Scientific classification
- Kingdom: Plantae
- Clade: Tracheophytes
- Clade: Angiosperms
- Clade: Eudicots
- Clade: Rosids
- Order: Fabales
- Family: Fabaceae
- Subfamily: Faboideae
- Genus: Bossiaea
- Species: B. spinosa
- Binomial name: Bossiaea spinosa (Turcz.) Domin
- Synonyms: Platylobium spinosum Turcz.; Bossiaea calycina Benth. nom. illeg.;

= Bossiaea spinosa =

- Genus: Bossiaea
- Species: spinosa
- Authority: (Turcz.) Domin
- Conservation status: P3
- Synonyms: Platylobium spinosum Turcz., Bossiaea calycina Benth. nom. illeg.

Species of legume

Bossiaea spinosa is a species of flowering plant in the family Fabaceae and is endemic to the south-west of Western Australia. It is a low, dense prostrate or rounded, twiggy shrub with egg-shaped to elliptic leaves and deep yellow to orange and pinkish-red, pea-like flowers.

==Description==
Bossiaea spinosa is a dense, prostrate or rounded, twiggy shrub that typically grows to a height of 15–50 cm with its young branches whitish and side branches often ending with a sharp point. The leaves are egg-shaped or elliptic, 2.3–6.0 mm long and 1.5–3.0 mm wide on a petiole 0.5–2.0 mm long with narrow egg-shaped stipules 1.2–2.6 mm long at the base. The flowers are arranged singly, each flower on a pedicel up to 3.5 mm long, with egg-shaped or elliptic bracts 1.5–2.9 mm long at the base. There are egg-shaped bracteoles 1.8–3.5 mm long on the pedicels. The five sepals are green with a pink to purplish tinge and joined at the base, forming a tube 1.6–3.0 mm long, the two upper lobes 7.0–9.5 mm long and the lower lobes 5.0–6.5 mm long. The standard petal is deep yellow to orange with a pinkish-red and yellow base, 8.7–10.2 mm long and 10.3–12.5 mm wide, the wings are 7.5–9.0 mm long, and the keel dark red and 7.4–8.8 mm long. Flowering occurs from August to October and the fruit is a flattened pod 8–16 mm long.

==Taxonomy and naming==
This species was first formally described in 1853 by Nikolai Turczaninow who gave it the name Platylobium spinosum in the Bulletin de la Société impériale des naturalistes de Moscou from specimens collected by James Drummond. In 1923, Karel Domin changed the name to Bossiaea spinosa. The specific epithet (spinosa) means "spiny".
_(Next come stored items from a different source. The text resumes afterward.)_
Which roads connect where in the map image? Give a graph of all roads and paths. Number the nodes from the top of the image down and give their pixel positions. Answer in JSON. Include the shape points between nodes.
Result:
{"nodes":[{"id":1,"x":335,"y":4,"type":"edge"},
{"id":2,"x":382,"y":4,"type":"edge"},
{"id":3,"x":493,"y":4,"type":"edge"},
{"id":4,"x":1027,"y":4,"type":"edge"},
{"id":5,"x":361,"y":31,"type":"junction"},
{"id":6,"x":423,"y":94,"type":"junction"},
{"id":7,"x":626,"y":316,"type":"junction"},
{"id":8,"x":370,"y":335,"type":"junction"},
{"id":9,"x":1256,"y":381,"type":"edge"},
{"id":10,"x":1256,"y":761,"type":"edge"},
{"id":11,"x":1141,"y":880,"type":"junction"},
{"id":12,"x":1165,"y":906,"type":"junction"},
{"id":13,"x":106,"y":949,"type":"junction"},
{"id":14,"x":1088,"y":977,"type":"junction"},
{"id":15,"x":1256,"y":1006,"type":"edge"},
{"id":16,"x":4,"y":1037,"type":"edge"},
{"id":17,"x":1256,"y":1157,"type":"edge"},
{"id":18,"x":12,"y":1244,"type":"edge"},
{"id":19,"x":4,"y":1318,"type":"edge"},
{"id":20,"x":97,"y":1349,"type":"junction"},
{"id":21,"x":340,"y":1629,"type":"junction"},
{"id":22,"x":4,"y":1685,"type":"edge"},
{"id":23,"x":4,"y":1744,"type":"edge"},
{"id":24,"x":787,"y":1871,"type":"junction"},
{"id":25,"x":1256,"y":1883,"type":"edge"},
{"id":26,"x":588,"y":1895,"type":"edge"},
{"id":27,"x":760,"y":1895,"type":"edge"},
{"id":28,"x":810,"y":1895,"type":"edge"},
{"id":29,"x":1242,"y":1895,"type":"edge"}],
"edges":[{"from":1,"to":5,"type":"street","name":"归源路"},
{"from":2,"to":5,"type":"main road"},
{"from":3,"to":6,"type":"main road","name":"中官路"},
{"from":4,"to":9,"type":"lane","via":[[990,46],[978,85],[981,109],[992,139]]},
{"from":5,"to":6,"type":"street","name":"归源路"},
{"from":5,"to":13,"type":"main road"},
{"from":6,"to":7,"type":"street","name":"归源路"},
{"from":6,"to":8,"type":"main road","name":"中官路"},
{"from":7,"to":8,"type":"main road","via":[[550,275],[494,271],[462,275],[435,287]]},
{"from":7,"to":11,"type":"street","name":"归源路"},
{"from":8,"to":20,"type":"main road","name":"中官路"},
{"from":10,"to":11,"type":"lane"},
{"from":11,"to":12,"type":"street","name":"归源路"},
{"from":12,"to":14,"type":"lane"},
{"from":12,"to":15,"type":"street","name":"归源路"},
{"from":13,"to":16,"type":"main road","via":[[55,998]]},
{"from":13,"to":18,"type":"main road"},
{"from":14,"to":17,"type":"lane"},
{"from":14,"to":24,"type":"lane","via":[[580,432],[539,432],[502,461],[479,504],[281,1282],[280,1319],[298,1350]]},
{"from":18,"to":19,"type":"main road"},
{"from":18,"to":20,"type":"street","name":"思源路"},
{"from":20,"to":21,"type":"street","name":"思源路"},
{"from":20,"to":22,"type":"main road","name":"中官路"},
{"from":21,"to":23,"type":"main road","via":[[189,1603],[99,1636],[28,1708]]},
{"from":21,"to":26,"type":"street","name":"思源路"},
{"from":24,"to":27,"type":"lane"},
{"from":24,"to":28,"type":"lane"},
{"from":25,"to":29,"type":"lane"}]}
==Distribution and habitat==
This species of pea grows in mallee and heathland between Lake Grace, Ongerup and Ravensthorpe in the Avon Wheatbelt, Esperance Plains and Mallee biogeographic regions of south-western Western Australia.

==Conservation status==
Bossiaea spinosa is classified as "Priority Three" by the Government of Western Australia Department of Biodiversity, Conservation and Attractions, meaning that it is poorly known and known from only a few locations but is not under imminent threat.